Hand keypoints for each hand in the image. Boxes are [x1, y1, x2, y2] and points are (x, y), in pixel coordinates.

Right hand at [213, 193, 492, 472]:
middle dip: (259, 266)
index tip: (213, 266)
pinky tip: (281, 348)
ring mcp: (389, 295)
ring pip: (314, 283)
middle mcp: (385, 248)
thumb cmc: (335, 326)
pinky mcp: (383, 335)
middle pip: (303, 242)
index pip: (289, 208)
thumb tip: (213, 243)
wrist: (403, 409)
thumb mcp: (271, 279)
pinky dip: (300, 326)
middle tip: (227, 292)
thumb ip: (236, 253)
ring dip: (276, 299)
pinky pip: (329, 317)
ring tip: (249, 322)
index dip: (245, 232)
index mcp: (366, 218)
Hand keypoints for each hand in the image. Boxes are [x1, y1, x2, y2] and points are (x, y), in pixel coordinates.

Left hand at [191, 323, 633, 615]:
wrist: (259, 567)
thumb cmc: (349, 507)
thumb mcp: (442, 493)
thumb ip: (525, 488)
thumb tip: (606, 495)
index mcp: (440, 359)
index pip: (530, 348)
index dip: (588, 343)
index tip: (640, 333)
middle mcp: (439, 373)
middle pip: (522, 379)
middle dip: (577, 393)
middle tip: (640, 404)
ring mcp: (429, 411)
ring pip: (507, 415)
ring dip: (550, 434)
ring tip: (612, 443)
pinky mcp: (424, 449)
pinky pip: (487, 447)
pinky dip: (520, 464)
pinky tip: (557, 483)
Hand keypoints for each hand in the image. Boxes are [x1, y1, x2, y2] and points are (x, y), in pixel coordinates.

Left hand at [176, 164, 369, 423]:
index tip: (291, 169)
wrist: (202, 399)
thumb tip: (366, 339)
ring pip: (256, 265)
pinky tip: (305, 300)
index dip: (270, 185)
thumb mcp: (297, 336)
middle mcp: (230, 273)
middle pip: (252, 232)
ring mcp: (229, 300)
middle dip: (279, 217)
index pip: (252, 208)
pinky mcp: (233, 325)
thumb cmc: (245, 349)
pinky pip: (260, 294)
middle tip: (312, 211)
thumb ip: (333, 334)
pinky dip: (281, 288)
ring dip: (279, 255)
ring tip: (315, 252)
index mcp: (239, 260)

------------------------

#### WHAT THE TASK ASKS:
All records are to be written out exactly.

#### RESULT:
Hand keypoints for each hand in the image. Boxes are [x1, y1, x2, y2] and points are (x, y), in pixel coordinates.

Right hand at [213, 193, 492, 472]:
middle dip: (259, 266)
index tip: (213, 266)
pinky tip: (281, 348)
ring mcp: (389, 295)
ring pip: (314, 283)
middle mcp: (385, 248)
thumb cmc: (335, 326)
pinky mcp: (383, 335)
middle pip: (303, 242)
index pip: (289, 208)
thumb tip: (213, 243)
wrist: (403, 409)
thumb mcp: (271, 279)
pinky dip: (300, 326)
middle tip: (227, 292)
thumb ip: (236, 253)
ring dip: (276, 299)
pinky pip: (329, 317)
ring tip: (249, 322)
index dip: (245, 232)
index mcp: (366, 218)
Hand keypoints for each hand in the image. Boxes are [x1, y1, x2, y2] and points are (x, y), in pixel coordinates.

Left hand at [191, 323, 633, 615]:
wrist: (259, 567)
thumb cmc: (349, 507)
thumb mcp: (442, 493)
thumb ip: (525, 488)
thumb tip: (606, 495)
index mcp: (440, 359)
index pip: (530, 348)
index dip: (588, 343)
index tip: (640, 333)
middle mcp: (439, 373)
middle pip: (522, 379)
middle dip: (577, 393)
middle tip: (640, 404)
ring mcp: (429, 411)
ring pip: (507, 415)
ring dip: (550, 434)
ring tip: (612, 443)
pinky mcp: (424, 449)
pinky pip: (487, 447)
pinky dip: (520, 464)
pinky tip: (557, 483)
Hand keypoints for each hand in the image. Boxes are [x1, y1, x2, y2] and points are (x, y), in pixel coordinates.

Left hand at [176, 164, 369, 423]:
index tip: (291, 169)
wrist: (202, 399)
thumb tip: (366, 339)
ring pip: (256, 265)
pinky tip: (305, 300)
index dip: (270, 185)
thumb mcp: (297, 336)
middle mcp: (230, 273)
middle pip: (252, 232)
ring mcp: (229, 300)
middle dip: (279, 217)
index pip: (252, 208)
pinky mcp: (233, 325)
thumb cmc: (245, 349)
pinky pip: (260, 294)
middle tip: (312, 211)
thumb ip: (333, 334)
pinky dip: (281, 288)
ring dip: (279, 255)
ring tip: (315, 252)
index mcp: (239, 260)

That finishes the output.